**How to complete this task**.
For the material below, count each line where the string "Right" appears, then return the total alone.
═════ Records to process ═════
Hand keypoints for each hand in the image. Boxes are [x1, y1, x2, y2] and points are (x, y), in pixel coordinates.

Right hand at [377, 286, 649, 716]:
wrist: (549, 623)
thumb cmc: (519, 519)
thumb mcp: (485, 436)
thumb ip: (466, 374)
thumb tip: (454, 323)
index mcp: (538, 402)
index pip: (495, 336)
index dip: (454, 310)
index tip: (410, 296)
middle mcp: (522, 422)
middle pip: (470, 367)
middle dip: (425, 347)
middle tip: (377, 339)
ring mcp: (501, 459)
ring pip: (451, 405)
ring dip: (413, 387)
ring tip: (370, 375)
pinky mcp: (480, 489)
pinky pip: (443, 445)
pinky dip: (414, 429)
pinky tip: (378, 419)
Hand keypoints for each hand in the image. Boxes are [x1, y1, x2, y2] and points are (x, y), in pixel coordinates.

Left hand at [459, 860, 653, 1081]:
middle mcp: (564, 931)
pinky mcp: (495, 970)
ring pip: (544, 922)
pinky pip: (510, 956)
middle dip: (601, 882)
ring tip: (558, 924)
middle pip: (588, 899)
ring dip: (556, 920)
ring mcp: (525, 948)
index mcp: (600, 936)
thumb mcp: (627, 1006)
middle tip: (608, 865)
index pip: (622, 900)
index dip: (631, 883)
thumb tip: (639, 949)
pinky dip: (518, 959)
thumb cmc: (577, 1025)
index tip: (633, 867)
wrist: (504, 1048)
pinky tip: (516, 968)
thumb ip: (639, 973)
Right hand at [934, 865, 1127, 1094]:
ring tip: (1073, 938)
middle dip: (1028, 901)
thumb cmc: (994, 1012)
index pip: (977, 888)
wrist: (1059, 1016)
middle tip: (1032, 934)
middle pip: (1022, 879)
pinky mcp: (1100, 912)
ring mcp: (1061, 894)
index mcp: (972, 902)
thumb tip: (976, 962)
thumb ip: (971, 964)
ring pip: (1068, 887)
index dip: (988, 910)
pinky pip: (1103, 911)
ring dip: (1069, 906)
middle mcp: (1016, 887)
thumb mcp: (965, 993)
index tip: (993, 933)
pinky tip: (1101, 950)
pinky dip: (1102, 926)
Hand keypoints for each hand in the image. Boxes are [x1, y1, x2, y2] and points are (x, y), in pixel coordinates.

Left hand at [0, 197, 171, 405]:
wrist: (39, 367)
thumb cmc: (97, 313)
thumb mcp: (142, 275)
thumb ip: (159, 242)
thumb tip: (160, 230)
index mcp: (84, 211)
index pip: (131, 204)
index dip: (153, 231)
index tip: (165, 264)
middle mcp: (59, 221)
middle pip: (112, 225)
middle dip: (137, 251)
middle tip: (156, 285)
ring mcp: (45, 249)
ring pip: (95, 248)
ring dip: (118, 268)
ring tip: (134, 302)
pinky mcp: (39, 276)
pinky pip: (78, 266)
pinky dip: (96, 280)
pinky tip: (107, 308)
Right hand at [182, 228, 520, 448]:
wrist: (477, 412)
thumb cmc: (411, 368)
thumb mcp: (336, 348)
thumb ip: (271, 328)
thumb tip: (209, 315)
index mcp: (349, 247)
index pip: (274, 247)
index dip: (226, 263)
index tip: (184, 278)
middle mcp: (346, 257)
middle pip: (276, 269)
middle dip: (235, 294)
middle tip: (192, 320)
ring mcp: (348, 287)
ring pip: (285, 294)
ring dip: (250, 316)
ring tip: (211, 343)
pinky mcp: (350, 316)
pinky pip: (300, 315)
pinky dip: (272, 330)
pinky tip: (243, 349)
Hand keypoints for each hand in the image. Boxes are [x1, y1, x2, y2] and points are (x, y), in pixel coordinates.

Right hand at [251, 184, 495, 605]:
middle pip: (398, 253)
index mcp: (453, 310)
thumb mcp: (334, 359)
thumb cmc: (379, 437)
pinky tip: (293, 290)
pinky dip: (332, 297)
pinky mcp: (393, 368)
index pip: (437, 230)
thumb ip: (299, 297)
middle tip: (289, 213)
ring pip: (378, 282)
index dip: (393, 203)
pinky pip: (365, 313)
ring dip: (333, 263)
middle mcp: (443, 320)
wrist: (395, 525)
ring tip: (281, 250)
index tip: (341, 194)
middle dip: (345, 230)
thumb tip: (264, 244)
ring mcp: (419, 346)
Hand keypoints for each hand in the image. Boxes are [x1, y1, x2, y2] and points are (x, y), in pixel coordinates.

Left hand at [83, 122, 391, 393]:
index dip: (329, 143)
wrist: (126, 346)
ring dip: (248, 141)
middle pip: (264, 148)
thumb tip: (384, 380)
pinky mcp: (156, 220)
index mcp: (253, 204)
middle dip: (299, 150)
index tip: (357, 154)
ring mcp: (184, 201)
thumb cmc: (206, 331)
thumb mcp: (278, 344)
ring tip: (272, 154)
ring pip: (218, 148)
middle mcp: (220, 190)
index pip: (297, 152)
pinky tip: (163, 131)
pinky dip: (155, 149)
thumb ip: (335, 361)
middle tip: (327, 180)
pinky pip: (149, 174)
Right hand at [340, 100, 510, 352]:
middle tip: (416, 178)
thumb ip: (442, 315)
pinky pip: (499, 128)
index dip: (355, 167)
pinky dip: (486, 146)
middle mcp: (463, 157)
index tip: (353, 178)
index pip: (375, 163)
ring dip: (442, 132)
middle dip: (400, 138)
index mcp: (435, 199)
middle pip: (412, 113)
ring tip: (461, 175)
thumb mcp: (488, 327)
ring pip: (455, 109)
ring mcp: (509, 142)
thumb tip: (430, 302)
═════
**Written answer**.
5